Distinguishing Dominant Drivers on LST Dynamics in the Qinling-Daba Mountains in Central China from 2000 to 2020

Land surface temperature (LST) is an important driving factor in the land-atmosphere energy cycle. To examine the spatiotemporal patterns of LST changes and the internal mechanisms driven by multiple factors, we used a trend analysis method on TRIMS LST data from 2000 to 2020 in the Qingling-Daba Mountains.
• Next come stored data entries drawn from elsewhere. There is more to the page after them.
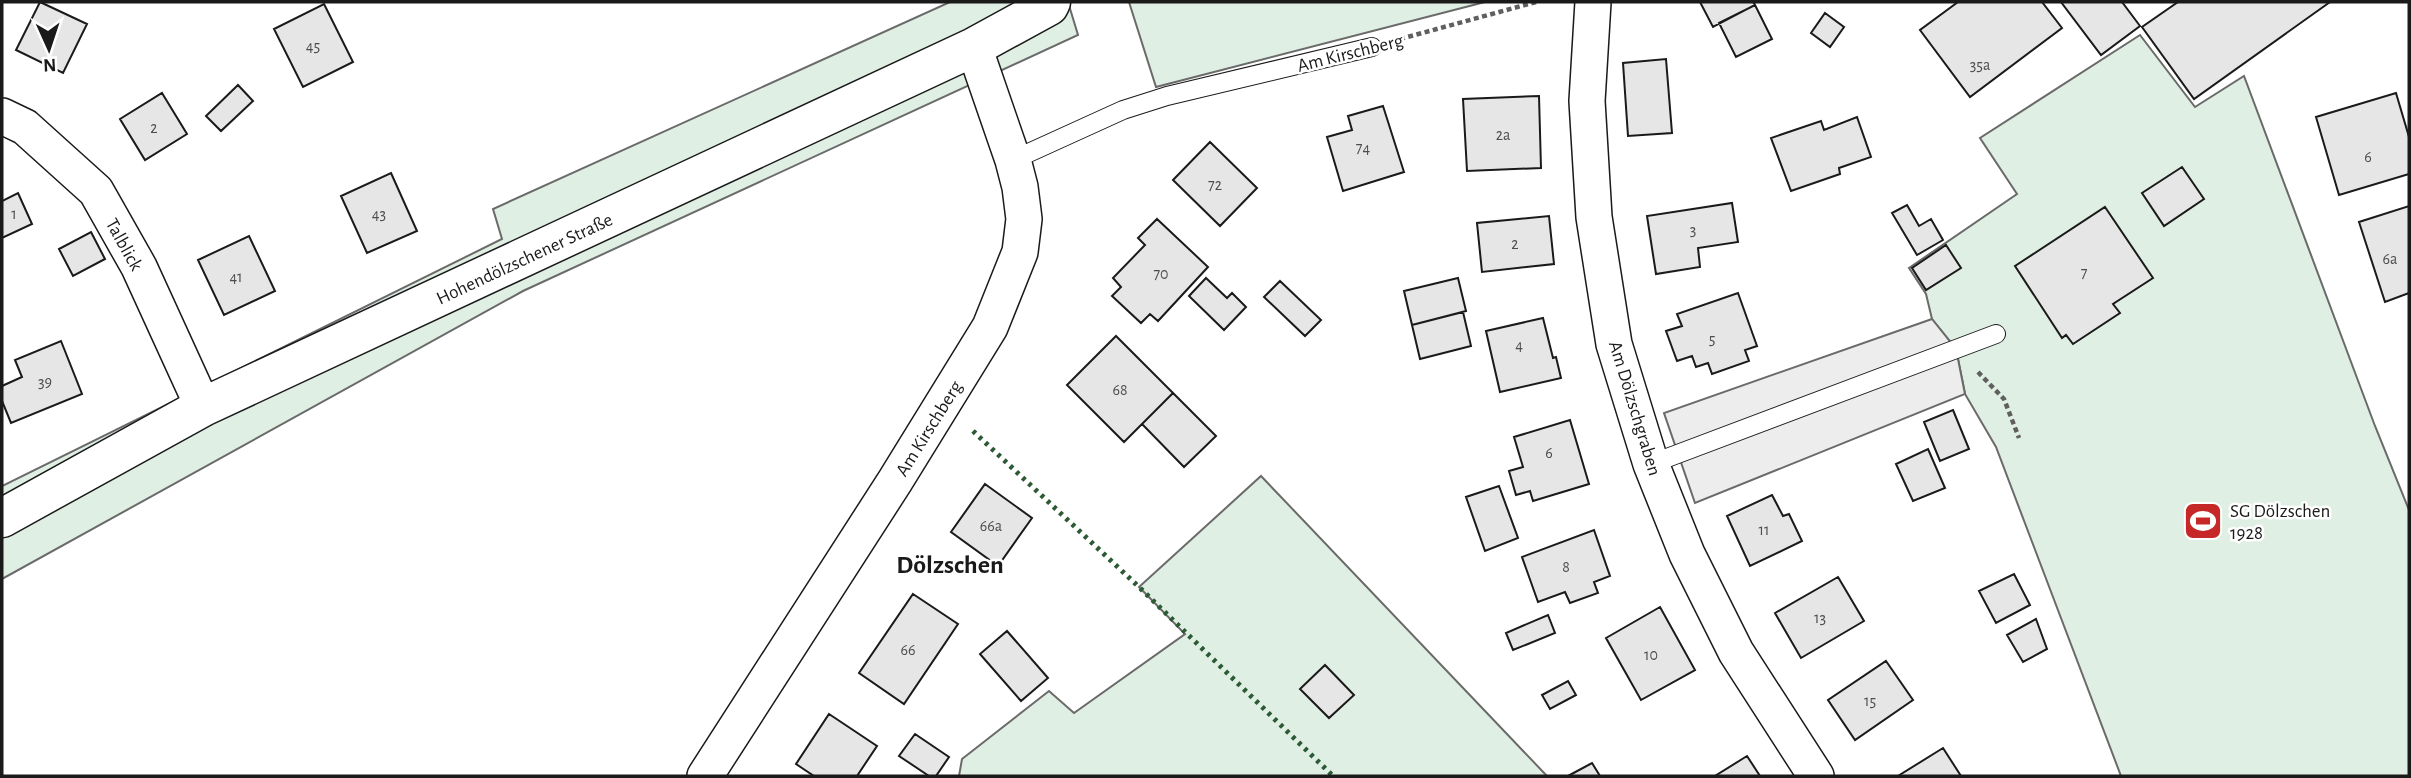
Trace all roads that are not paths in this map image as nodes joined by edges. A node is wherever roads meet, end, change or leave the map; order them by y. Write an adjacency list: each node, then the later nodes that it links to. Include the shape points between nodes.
1 (1593, 2): 9 (street, Am Dölzschgraben, via 1587,100 1594,217 1614,344)
2 (1050, 4): 3 (street, Hohendölzschener Straße)
3 (974, 47): 6 (street, Am Kirschberg); 8 (street, Hohendölzschener Straße)
4 (1372, 47): 6 (lane, Am Kirschberg, via 1167,96 1123,110)
5 (2, 116): 8 (street, Talblick, via 25,127 96,191 139,267)
6 (1013, 160): 11 (street, Am Kirschberg, via 1024,219 1020,252 990,327)
7 (1996, 334): 9 (lane)
8 (203, 407): 10 (street, Hohendölzschener Straße)
9 (1651, 464): 12 (street, Am Dölzschgraben, via 1687,554 1736,652)
10 (2, 518)
11 (705, 776)
12 (1816, 776)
The optimal parameter geographic detector (OPGD) model was used to detect the influence of twelve factors, including elevation, precipitation, albedo, relative humidity (RH) and normalized difference vegetation index (NDVI), on the spatial distribution of LST, as well as to explore the dominant factors affecting LST differentiation in the study area. The results showed that: (1) From 2000 to 2020, the average annual LST of the Qinling-Daba Mountains was 18.17 degrees C. The warming trend was obvious (0.034 degrees C/a), and the warming effect at nighttime (0.066 degrees C/a) was stronger than that during daytime (0.0004 degrees C/a). The difference between day and night temperature (DIF) was decreasing. (2) The seasonal changes in LST and DIF in the Qinling-Daba Mountains were significant, and the spatial distribution of their average values in the summer was slightly larger and fluctuated more than in the other seasons. (3) Elevation was the main driving factor affecting the spatial distribution of LST, with the contribution scores of 62.9% in the daytime and 92.7% in the nighttime. The controlling effects of these factors were generally stronger in the nighttime than in the daytime. (4) Nighttime elevation had the strongest interaction with precipitation (contribution score of 95%), while daytime elevation had the strongest interaction with albedo (contribution rate of 83%). We revealed the temporal and spatial variation in LST in the Qinling-Daba Mountains since 2000 and explored the main driving factors involved, thereby improving our understanding of LST changes in the Qinling-Daba Mountains. This study can provide a scientific basis for distinguishing dominant drivers of LST dynamics in the Qinling-Daba Mountains.